<<<<

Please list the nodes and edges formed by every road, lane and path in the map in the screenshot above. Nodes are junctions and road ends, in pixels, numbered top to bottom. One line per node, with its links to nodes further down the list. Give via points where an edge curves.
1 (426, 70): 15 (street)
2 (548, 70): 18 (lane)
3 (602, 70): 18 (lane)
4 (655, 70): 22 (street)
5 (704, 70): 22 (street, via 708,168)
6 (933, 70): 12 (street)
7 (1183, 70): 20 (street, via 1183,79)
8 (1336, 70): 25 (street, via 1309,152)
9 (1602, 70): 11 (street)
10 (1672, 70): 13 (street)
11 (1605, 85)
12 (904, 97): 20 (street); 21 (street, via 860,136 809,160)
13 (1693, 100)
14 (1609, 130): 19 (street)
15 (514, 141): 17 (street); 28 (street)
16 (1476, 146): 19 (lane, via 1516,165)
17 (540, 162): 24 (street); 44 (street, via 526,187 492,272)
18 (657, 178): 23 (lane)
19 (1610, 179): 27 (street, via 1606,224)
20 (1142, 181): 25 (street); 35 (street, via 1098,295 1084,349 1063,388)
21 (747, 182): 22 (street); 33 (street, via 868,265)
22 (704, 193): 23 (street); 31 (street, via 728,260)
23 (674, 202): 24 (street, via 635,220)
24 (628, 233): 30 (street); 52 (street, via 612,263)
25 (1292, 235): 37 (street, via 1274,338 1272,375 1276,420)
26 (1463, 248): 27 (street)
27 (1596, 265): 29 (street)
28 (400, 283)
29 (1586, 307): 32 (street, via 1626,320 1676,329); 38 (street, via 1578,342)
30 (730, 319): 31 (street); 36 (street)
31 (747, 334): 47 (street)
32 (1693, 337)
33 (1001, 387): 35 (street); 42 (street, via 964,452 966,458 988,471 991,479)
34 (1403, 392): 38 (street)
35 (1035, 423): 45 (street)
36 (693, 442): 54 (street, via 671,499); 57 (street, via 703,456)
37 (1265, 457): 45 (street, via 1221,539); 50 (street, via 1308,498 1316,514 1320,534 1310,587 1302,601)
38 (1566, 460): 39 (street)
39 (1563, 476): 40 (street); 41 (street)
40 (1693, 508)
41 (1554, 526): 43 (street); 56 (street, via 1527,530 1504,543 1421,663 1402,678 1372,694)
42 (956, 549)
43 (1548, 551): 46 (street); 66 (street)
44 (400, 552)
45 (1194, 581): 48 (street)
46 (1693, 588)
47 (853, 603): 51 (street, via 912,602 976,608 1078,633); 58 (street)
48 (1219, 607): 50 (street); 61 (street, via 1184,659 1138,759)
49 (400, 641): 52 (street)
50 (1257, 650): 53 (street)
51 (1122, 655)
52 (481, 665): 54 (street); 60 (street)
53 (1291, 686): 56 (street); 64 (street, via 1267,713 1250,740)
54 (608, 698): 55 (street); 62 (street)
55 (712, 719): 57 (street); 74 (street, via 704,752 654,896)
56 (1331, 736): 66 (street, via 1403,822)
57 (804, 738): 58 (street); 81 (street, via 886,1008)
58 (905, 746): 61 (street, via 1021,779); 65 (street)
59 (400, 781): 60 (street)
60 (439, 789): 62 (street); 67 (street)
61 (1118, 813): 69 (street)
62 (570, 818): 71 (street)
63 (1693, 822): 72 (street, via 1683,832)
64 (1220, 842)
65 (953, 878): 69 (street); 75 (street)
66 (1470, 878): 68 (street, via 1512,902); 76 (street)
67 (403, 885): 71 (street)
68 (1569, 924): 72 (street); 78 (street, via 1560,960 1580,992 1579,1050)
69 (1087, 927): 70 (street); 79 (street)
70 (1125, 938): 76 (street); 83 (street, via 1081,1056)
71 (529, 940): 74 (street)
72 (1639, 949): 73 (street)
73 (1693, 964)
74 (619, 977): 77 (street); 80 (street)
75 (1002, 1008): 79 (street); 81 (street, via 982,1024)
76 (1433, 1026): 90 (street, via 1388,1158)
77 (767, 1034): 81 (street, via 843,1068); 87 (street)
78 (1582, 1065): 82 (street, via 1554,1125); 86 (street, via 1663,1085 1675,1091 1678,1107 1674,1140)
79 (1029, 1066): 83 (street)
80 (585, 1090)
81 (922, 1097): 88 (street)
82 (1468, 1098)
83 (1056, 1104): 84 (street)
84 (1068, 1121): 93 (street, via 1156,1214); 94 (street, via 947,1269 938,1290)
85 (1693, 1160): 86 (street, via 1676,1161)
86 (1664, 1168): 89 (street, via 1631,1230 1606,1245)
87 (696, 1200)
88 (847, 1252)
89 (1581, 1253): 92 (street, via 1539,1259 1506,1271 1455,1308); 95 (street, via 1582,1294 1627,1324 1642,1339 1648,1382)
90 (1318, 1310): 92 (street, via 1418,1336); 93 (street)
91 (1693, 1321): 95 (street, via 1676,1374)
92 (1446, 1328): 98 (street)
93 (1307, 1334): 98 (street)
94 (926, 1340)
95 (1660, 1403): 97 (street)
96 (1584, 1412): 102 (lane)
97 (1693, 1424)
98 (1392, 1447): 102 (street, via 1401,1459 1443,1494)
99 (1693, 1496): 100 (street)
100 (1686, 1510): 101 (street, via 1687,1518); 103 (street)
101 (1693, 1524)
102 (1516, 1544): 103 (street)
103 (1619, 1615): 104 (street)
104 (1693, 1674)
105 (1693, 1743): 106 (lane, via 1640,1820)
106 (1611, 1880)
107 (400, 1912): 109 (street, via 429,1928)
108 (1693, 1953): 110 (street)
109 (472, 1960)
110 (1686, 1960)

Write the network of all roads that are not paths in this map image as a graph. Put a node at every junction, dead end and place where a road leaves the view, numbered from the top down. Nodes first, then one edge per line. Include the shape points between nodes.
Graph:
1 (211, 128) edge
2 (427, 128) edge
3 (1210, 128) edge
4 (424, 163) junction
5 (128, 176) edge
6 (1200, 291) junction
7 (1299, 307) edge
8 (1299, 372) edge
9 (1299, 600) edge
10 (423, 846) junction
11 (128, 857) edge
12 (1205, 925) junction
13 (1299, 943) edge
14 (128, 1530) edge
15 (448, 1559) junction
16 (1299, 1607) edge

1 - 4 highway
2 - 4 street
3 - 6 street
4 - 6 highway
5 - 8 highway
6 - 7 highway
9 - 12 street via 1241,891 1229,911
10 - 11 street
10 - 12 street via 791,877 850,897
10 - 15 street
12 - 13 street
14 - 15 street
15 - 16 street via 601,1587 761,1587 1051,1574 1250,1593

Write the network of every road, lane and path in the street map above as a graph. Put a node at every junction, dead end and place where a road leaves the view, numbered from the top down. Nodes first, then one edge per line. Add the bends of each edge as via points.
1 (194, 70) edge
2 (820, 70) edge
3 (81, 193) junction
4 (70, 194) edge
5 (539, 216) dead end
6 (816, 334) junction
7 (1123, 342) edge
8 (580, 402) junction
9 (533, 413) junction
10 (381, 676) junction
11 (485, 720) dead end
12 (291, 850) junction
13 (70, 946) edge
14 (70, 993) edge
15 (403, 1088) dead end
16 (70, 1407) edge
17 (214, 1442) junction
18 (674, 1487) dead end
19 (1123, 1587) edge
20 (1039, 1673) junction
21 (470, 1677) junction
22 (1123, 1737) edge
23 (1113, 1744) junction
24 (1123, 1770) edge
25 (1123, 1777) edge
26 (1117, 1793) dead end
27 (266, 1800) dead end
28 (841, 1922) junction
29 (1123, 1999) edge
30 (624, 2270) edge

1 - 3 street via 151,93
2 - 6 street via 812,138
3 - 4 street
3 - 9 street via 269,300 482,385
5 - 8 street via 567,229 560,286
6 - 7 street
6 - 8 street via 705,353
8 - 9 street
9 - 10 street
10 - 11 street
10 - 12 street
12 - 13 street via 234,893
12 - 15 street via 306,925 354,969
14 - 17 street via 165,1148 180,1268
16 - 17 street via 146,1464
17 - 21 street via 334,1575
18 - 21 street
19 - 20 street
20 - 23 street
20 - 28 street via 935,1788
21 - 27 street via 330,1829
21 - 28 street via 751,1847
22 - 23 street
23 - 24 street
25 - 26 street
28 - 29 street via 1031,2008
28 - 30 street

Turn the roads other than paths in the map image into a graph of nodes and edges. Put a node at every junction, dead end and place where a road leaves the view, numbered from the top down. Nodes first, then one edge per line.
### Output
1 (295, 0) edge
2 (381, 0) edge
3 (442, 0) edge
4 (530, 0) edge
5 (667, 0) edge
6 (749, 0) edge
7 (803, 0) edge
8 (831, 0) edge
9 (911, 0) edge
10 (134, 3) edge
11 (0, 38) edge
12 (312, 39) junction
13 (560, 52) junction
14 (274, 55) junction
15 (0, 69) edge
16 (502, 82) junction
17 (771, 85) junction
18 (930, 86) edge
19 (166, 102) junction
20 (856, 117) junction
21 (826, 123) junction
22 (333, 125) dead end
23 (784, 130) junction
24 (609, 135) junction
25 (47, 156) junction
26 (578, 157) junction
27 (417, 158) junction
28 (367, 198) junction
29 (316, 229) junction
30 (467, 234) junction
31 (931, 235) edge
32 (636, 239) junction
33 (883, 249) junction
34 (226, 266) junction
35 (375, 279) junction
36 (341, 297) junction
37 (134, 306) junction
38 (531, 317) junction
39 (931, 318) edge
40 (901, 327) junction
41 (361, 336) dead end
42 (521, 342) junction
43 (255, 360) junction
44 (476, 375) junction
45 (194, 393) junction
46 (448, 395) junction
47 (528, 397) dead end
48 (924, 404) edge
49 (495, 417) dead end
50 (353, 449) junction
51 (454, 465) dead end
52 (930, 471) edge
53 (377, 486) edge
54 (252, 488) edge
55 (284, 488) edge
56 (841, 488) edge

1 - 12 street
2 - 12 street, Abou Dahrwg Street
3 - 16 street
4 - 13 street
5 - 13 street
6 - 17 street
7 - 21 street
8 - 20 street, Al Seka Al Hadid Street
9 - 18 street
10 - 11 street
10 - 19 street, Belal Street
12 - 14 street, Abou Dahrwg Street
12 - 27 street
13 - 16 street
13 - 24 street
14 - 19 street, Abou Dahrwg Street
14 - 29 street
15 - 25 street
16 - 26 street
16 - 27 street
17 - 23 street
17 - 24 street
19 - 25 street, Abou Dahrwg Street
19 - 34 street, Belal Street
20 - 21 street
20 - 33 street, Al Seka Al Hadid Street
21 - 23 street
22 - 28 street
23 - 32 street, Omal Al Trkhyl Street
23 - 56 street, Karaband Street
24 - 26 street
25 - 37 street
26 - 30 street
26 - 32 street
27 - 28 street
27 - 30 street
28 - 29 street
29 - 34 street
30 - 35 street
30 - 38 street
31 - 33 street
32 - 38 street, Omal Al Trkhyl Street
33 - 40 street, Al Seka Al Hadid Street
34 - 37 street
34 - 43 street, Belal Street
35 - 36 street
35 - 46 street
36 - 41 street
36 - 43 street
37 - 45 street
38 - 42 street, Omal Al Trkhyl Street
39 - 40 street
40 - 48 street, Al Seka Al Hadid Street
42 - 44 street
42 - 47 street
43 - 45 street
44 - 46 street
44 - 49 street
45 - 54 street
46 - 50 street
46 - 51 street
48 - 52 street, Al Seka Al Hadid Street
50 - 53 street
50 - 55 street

>>>>

What you have to do: Report the number of lines above containing the word "Belal", with no other text.

Your solution: 3